Kalau kau dapat melupakan apa yang terjadi, maka aku kira Tanah ini akan segera
pulih kembali seperti sedia kala.”
Argajaya tidak menjawab.
Tetapi ia mengangguk-anggukkan kepalanya.
“Argajaya,” berkata Ki
Argapati kemudian, “aku akan segera mempersiapkan segala sesuatunya. Aku juga
akan segera bertemu dengan Sidanti. Mudah-mudahan hatinya pun sudah terbuka.
Dengan demikian kita akan segera dapat bersama-sama membangun Tanah yang
tinggal sisa-sisanya ini.”
Tetapi dada Argajaya tiba-tiba
menjadi berdebar-debar. Ia mengenal benar sifat Sidanti yang keras seperti batu
hitam. Karena itu, apakah usaha Ki Argapati itu akan berhasil?
Sejenak Ki Argajaya melihat ke
dirinya sendiri. Ke hatinya yang semula tidak kalah kerasnya dari Sidanti.
Namun akhirnya hatinya menjadi luluh. Bukan saja karena ia menyadari segala
kekeliruannya, tetapi sebagian juga karena sikap Argapati yang tidak
disangka-sangka. Menurut pengenalan Ki Argajaya, kakaknya itu pun berhati
padas. Namun agaknya kali ini ia sempat mempergunakan nalarnya. Bukan sekedar
perasaannya.
“Argajaya,” berkata Ki
Argapati kemudian, “meskipun kita sudah menemukan persetujuan, tetapi aku minta
maaf, bahwa aku masih akan mempersilahkan kau kembali ke dalam bilikmu. Mungkin
bilik itu sama sekali tidak memadai. Setelah aku menemukan kesamaan pendapat
dengan Sidanti, kita akan segera berbuat sesuatu. Kau akan segera dapat mencari
anakmu bersama dengan beberapa orang yang akan mengawani kau dalam perjalanan,
karena orang-orang yang tidak puas mungkin masih akan melakukan
tindakan-tindakan yang tidak sepantasnya.”
“Terserahlah kepada Kakang,”
jawab Ki Argajaya.
“Nah, Argajaya, biarlah Pandan
Wangi membawamu kembali. Besok atau lusa kita akan bertemu lagi. Hari ini aku
akan berusaha bertemu dengan Sidanti supaya masalahnya, lekas selesai.”
Argajaya mengangguk-anggukkan
kepalanya. Namun tiba-tiba ia tidak dapat menahan diri ketika dari mulutnya
meloncat suatu peringatan kepada kakaknya, “Hati-hatilah terhadap Sidanti,
Kakang.”
Ki Argapati mengerutkan
keningnya. Tetapi dari lontaran kata-kata itu ia melihat ketulusan hati
Argajaya. Karena itu maka ia menjawab, “Terima kasih Argajaya. Aku akan
berhati-hati kepadanya. Tetapi aku telah mengenalnya sejak kecil. Ia adalah
anakku.”
Ki Argajaya memandang wajah
Argapati sejenak. Tetapi tampaklah kemuraman yang dalam menikam jantungnya.

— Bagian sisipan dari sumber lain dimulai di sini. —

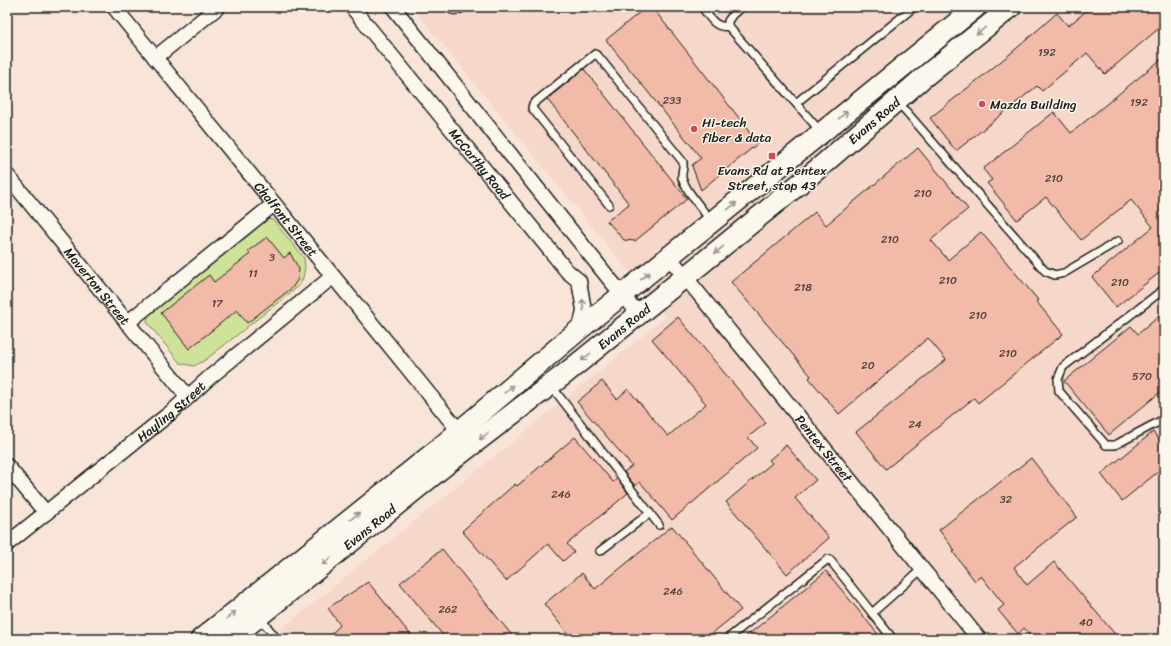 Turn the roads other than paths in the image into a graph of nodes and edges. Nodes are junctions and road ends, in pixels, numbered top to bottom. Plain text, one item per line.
1 (114, 7) edge
2 (218, 7) edge
3 (352, 7) edge
4 (393, 7) edge
5 (448, 7) edge
6 (463, 7) edge
7 (702, 7) edge
8 (742, 7) edge
9 (914, 7) edge
10 (974, 7) edge
11 (1011, 7) edge
12 (728, 26) junction
13 (155, 58) junction
14 (896, 101) junction
15 (796, 103) junction
16 (821, 133) junction
17 (7, 175) edge
18 (274, 204) junction
19 (609, 205) dead end
20 (712, 222) junction
21 (1118, 242) dead end
22 (669, 257) junction
23 (332, 277) junction
24 (685, 277) junction
25 (1164, 290) edge
26 (622, 294) junction
27 (638, 315) junction
28 (127, 323) junction
29 (580, 329) junction
30 (550, 385) junction
31 (188, 397) junction
32 (1164, 419) edge
33 (459, 431) junction
34 (7, 466) edge
35 (46, 513) junction
36 (650, 513) junction
37 (659, 524) dead end
38 (7, 544) edge
39 (600, 551) dead end
40 (922, 569) junction
41 (872, 613) junction
42 (259, 617) junction
43 (201, 639) edge
44 (231, 639) edge
45 (277, 639) edge
46 (727, 639) edge
47 (893, 639) edge
48 (979, 639) edge

1 - 13 street, Chalfont Street
2 - 13 street
29 -> 3 street, McCarthy Road
4 - 26 street
5 - 6 lane
7 - 12 lane
8 - 12 lane
9 - 15 lane
16 -> 10 main road, Evans Road
11 -> 14 main road, Evans Road
12 - 15 lane
13 - 18 street, Chalfont Street
14 - 21 lane
14 -> 24 main road, Evans Road
15 - 16 lane
20 -> 16 main road, Evans Road
17 - 28 street, Maverton Street
18 - 23 street, Chalfont Street
18 - 28 street
19 - 20 lane
20 - 22 main road, Evans Road
22 - 24 street, Pentex Street
26 -> 22 main road, Evans Road
23 - 31 street, Hayling Street
23 - 33 street, Chalfont Street
24 - 27 main road, Evans Road
24 - 40 street, Pentex Street
25 - 32 lane
26 - 27 street
26 - 29 main road, Evans Road
27 -> 30 main road, Evans Road
28 - 31 street, Maverton Street
33 -> 29 main road, Evans Road
30 - 36 lane
30 -> 42 main road, Evans Road
31 - 35 street, Hayling Street
43 -> 33 main road, Evans Road
34 - 35 street
35 - 38 street, Hayling Street
36 - 37 lane
36 - 39 lane
40 - 41 lane
40 - 48 street, Pentex Street
41 - 46 lane
41 - 47 lane
42 - 44 main road, Evans Road
42 - 45 lane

Kata-kata itu telah dipaksanya untuk meloncat dari bibirnya, sedang hatinya
sendiri tersayat karenanya.
Namun Ki Argajaya tidak
berkata apa pun lagi.
“Argajaya,” Ki Argapatilah
yang berkata lagi, “biarlah Pandan Wangi mengantarkan kau.” Kemudian kepada
Pandan Wangi ia berkata, “Langsung sajalah kau pergi menjemput kakakmu. Bawalah
ia kemari. Aku ingin berbicara pula kepadanya.”
“Baik, Ayah,” jawab Pandan
Wangi.
“Marilah, Wangi,” berkata Ki
Argajaya. Lalu kepada Ki Argapati, “Aku minita diri Kakang. Aku menunggu apa
pun yang akan Kakang lakukan. Tetapi sebelumnya aku mengucapkan banyak terima
kasih atas kebaikan hati Kakang itu.”
“Sudahlah. Kita saling
memerlukan.”
Pandan Wangi pun kemudian,
mengantarkan pamannya keluar dari bilik ayahnya. Di ambang pintu, Pandan Wangi
melihat gembala tua itu duduk di antara mereka yang bertugas menjaga Sidanti.
“Hem, gembala itu tidak
percaya lagi kepada Paman Argajaya dan barangkali juga kepada Kakang Sidanti,”
katanya di dalam hati. Tetapi ia tidak mengucapkan kata-kata itu.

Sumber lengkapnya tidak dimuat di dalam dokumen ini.